We cannot underestimate the importance of Creativity!

I’m teaching a class on creativity at Signature Theater in Washington, DC and I’ve been thinking therefore a lot about imagination, creativity and intuition.

At this very time of difficulty and division, we struggle not only individually but as a country and as a culture, with economic reverses and warring factions. Our fearful solutions are to cut out those very aspects of education that encourage wisdom and intuition.

Our schools, facing financial challenges, cut the arts, music, theater, and even phys ed, so that restless children are forced to sit for hours at their desks instead of working off their energy (and pumping oxygen to the brain!) by running, games, by playing with learning.
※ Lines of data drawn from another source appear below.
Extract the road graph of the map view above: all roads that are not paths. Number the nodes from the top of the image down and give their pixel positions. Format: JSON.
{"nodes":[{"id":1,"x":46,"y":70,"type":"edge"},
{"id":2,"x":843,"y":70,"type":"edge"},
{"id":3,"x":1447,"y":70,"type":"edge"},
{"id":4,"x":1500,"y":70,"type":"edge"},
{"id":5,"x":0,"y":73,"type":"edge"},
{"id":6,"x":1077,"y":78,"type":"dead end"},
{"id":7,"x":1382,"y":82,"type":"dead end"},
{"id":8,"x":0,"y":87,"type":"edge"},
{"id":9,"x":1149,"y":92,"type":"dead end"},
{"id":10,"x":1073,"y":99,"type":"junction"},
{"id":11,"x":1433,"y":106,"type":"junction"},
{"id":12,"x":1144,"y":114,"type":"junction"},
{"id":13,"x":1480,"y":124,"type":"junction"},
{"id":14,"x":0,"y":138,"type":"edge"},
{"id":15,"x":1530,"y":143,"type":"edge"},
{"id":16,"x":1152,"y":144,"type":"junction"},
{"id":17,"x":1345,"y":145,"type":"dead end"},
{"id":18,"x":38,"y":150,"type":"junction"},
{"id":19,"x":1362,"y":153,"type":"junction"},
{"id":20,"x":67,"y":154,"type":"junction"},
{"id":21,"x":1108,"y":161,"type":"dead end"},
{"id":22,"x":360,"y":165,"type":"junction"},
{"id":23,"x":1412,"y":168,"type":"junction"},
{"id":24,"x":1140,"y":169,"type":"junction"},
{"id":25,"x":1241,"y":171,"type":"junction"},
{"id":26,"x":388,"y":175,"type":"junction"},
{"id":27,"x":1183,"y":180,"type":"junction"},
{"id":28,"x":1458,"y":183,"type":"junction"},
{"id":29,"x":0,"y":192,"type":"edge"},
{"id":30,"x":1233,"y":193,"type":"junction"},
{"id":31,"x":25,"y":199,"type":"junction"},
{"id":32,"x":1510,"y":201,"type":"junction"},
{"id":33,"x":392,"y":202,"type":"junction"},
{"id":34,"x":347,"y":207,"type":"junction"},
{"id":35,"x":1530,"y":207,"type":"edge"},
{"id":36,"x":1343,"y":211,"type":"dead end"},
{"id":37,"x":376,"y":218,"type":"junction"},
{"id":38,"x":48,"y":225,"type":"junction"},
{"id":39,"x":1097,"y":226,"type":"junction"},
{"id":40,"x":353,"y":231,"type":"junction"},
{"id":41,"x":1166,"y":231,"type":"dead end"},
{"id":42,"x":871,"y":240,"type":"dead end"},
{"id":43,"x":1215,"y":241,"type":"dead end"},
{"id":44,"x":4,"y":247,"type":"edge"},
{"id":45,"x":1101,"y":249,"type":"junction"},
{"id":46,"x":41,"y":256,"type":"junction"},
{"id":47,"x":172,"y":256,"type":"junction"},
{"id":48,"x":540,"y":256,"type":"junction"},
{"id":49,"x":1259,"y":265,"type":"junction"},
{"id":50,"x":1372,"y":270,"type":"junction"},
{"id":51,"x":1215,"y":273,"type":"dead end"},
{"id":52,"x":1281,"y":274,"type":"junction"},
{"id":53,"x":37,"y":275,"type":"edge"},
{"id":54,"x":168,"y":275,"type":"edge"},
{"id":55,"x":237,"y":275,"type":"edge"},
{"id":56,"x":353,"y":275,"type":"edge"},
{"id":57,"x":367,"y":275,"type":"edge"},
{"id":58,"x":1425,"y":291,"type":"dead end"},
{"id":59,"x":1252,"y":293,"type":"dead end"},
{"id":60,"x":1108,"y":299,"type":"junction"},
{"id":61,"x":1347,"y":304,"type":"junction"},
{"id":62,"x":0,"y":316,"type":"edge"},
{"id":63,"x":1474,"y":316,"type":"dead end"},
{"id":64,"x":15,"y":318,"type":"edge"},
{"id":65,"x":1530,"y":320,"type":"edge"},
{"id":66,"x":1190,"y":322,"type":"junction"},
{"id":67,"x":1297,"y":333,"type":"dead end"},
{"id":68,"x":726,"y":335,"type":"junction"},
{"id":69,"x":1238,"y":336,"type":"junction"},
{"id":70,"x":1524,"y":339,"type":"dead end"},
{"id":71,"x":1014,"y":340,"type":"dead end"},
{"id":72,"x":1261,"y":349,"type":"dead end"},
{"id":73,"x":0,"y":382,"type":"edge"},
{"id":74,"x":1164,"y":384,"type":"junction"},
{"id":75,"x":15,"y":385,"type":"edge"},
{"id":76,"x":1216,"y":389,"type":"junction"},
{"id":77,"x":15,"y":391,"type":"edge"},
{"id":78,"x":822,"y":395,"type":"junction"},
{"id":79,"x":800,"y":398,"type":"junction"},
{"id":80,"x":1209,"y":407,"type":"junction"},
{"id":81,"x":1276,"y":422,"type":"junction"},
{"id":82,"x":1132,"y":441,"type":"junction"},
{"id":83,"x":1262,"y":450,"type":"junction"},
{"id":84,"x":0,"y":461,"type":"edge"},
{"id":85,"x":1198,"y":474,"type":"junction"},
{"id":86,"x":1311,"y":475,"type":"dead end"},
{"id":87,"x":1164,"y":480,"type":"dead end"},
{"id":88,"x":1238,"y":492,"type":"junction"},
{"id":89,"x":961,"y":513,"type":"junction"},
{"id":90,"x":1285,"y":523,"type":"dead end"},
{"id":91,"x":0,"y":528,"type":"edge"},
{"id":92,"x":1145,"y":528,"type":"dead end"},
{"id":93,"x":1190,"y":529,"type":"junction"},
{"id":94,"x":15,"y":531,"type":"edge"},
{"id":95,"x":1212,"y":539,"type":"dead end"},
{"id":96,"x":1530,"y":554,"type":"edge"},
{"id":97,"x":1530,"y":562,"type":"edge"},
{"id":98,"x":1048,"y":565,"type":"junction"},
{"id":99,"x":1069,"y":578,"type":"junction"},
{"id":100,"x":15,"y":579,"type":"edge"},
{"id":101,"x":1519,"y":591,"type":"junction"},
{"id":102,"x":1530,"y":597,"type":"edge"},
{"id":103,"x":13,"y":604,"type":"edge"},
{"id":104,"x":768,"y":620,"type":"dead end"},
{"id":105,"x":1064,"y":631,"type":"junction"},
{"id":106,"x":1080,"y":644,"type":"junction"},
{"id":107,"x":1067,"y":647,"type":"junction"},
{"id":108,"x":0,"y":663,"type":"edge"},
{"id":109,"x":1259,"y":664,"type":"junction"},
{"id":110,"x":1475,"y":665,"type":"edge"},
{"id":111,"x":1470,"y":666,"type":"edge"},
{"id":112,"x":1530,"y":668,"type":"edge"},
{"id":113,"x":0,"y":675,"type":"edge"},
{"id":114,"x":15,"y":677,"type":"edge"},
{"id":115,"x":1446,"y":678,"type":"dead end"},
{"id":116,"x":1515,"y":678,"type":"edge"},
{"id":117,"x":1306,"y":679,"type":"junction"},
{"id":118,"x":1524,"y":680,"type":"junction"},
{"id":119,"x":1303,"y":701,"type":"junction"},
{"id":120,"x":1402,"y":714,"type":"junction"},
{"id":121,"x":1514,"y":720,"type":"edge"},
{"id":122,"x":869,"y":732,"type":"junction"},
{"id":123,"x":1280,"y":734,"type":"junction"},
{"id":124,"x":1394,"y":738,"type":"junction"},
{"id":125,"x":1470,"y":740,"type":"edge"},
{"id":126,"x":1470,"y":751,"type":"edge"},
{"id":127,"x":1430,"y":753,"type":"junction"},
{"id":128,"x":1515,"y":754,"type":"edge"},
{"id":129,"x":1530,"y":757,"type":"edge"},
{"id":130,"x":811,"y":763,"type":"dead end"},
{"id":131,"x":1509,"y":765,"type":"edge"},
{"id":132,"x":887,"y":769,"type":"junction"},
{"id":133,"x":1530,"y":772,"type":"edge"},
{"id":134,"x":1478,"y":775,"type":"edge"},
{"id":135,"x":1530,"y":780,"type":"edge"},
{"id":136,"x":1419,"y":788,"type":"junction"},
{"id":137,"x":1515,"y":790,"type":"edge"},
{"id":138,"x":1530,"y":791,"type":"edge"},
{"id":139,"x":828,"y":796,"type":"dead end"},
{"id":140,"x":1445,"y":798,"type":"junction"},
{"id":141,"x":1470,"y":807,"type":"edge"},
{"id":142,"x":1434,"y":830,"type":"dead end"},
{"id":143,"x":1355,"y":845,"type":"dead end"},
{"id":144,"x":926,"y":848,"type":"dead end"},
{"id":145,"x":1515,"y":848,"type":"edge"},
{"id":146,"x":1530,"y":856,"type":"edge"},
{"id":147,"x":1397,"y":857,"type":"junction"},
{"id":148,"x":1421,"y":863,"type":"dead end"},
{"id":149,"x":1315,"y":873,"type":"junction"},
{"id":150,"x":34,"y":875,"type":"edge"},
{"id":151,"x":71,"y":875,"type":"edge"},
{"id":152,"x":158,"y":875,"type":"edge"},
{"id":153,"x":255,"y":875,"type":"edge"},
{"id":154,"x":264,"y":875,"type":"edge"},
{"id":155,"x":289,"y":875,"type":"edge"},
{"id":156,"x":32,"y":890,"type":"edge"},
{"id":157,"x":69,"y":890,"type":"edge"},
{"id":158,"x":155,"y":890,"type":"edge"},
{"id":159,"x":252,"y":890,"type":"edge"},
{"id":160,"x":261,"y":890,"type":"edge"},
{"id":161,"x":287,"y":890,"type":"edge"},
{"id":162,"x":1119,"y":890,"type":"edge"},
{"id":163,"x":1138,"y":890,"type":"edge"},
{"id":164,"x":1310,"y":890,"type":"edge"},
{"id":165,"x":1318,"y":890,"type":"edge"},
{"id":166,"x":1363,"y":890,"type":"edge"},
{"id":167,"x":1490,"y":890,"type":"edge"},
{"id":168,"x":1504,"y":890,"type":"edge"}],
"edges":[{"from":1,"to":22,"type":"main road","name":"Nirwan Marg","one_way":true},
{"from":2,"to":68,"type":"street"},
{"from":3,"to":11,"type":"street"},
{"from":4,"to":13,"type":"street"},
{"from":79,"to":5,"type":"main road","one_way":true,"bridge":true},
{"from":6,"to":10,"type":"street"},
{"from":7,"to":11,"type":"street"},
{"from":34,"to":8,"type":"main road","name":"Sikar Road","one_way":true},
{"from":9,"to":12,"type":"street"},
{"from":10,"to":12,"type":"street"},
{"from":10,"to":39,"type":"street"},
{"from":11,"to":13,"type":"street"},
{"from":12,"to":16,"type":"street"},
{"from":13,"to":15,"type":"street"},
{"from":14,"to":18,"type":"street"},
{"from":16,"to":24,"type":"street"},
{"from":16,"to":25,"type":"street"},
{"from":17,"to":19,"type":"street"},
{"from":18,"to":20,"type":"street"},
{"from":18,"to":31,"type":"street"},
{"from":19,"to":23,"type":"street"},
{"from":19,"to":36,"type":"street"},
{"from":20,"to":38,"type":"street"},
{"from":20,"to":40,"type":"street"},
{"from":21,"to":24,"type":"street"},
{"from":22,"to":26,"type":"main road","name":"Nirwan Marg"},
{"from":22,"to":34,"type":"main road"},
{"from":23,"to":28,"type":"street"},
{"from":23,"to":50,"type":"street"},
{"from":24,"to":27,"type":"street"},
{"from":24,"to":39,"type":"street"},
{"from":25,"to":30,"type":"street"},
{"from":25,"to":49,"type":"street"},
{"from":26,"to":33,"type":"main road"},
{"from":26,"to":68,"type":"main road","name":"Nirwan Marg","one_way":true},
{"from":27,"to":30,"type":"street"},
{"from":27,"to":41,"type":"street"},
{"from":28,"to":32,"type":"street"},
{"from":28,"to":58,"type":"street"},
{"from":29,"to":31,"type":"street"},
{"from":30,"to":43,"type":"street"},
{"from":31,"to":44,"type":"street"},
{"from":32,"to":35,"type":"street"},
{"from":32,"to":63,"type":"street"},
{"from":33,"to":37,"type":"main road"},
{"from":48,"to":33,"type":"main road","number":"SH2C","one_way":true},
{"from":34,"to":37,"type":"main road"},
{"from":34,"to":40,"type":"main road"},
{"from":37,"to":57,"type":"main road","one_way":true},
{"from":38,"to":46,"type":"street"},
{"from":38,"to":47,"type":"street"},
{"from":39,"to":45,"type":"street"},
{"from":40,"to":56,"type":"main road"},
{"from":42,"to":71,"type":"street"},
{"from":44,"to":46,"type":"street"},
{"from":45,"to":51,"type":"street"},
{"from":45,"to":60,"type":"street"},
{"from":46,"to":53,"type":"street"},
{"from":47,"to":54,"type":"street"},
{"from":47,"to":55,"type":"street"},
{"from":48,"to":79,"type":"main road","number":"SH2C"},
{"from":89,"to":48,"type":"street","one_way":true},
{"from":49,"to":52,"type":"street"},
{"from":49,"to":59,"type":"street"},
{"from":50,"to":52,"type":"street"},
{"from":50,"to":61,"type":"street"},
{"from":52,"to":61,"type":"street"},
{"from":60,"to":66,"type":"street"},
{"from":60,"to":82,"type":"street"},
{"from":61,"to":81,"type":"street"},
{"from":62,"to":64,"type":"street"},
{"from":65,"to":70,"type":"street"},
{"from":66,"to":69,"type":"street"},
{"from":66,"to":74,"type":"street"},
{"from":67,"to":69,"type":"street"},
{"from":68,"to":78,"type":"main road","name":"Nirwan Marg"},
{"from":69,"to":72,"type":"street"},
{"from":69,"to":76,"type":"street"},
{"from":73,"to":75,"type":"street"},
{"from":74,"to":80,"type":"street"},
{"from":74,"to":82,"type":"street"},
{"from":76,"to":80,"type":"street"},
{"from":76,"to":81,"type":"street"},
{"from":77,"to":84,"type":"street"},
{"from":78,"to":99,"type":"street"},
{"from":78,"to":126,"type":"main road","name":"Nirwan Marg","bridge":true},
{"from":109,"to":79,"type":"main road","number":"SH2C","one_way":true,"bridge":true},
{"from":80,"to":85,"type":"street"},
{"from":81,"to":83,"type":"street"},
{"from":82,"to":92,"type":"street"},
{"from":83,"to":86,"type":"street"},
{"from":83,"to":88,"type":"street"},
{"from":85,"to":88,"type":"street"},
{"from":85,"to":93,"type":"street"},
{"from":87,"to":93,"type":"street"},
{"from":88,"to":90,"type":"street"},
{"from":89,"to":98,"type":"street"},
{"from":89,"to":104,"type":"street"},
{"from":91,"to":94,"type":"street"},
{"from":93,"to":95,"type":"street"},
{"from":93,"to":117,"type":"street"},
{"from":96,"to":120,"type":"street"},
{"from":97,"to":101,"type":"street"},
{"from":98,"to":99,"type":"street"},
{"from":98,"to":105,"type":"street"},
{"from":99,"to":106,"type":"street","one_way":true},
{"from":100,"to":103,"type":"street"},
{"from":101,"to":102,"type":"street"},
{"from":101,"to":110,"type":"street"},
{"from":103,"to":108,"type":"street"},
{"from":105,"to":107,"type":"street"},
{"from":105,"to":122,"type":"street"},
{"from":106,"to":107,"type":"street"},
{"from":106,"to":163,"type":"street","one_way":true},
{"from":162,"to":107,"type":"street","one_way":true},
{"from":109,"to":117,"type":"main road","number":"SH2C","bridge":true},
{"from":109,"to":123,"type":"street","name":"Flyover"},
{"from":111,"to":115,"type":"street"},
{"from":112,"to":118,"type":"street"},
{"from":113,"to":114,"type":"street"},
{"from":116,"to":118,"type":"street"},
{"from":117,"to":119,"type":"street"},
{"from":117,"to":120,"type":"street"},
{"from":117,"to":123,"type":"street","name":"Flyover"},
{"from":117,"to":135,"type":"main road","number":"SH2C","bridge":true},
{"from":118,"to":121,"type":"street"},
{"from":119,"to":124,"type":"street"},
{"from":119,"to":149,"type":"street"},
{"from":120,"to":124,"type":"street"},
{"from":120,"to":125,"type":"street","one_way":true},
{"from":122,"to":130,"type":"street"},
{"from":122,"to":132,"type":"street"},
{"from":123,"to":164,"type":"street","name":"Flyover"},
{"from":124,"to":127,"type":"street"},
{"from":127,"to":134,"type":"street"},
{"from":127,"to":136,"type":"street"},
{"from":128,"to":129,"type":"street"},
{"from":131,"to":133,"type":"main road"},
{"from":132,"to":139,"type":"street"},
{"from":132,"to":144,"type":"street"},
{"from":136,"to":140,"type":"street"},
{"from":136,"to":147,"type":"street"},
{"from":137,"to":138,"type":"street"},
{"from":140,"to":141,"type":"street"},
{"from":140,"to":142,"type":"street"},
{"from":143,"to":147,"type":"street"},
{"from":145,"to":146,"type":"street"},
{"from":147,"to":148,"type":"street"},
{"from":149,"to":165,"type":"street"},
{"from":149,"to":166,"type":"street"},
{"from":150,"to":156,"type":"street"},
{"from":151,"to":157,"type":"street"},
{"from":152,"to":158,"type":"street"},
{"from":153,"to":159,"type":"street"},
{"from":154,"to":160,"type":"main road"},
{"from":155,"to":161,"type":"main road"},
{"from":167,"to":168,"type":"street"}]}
We pull back into the caves of our fear:  “Learn reading and writing and arithmetic – that’s all you need,” we tell our children, ignoring the fact that one can learn to read and write by reading history or science books. We ignore also the many studies that show that children exposed to CREATIVE ENDEAVORS–playing a musical instrument or performing in plays or working with paint–do better on their exams and SATs than other children. One study through UCLA concluded that students involved in the arts tend to score nearly 100 points higher on the SATs than those who do not. Another study by the University of Illinois found that children who partook of music education even just in elementary school still scored 100 points higher on average than their unmusically involved peers.

Of all the arts, it is theater that teaches most, and those children who perform in plays do best on their exams. Why? Because you’re not “pretending” when you act in a play or direct it or even when you read it. You must become the character, you’re portraying.  It requires honesty, openness. You cannot lie.  It develops empathy, self-awareness, imagination, and with imagination comes intuition, and with intuition comes creativity.

Some people claim the arts (and creativity) have no value, but the arts develop inner wisdom.  Do you remember the lines in the play, “The Prime of Miss Jean Brodie” by Muriel Spark, when she cries that education comes from a Latin word, e-ducare or “To Lead Out.”  We are supposed to be leading our children OUT of the box of strangled thinking. Our children are being short changed by cutting back the arts.   What are we, troglodytes?  What is the purpose of education?  Not only to learn the skill of reading (though of course that’s important) but to give our children tools by which to live!    What better tools than intuition, wisdom, the ability to think for yourself? We call it creativity.

A bientôt, In peace and love, Sophy

1 thought on “We cannot underestimate the importance of Creativity!

  1. Inner wisdom… I think this is the amazing thing about a quality novel— by which I mean not one with cartoon-like characters plunked like chess pieces along a machine-like plot, but one with characters who seem like real people, with real emotions, real dilemmas, real struggles– is that it gives one the chance to experience life through someone else’s eyes. To stand in someone else’s shoes. What I love about writing is that it is a chance to try on points of view that would be beyond me as an actor for, as writers, we are not limited by our bodies in any way.

    What you say about the theater really intrigues me.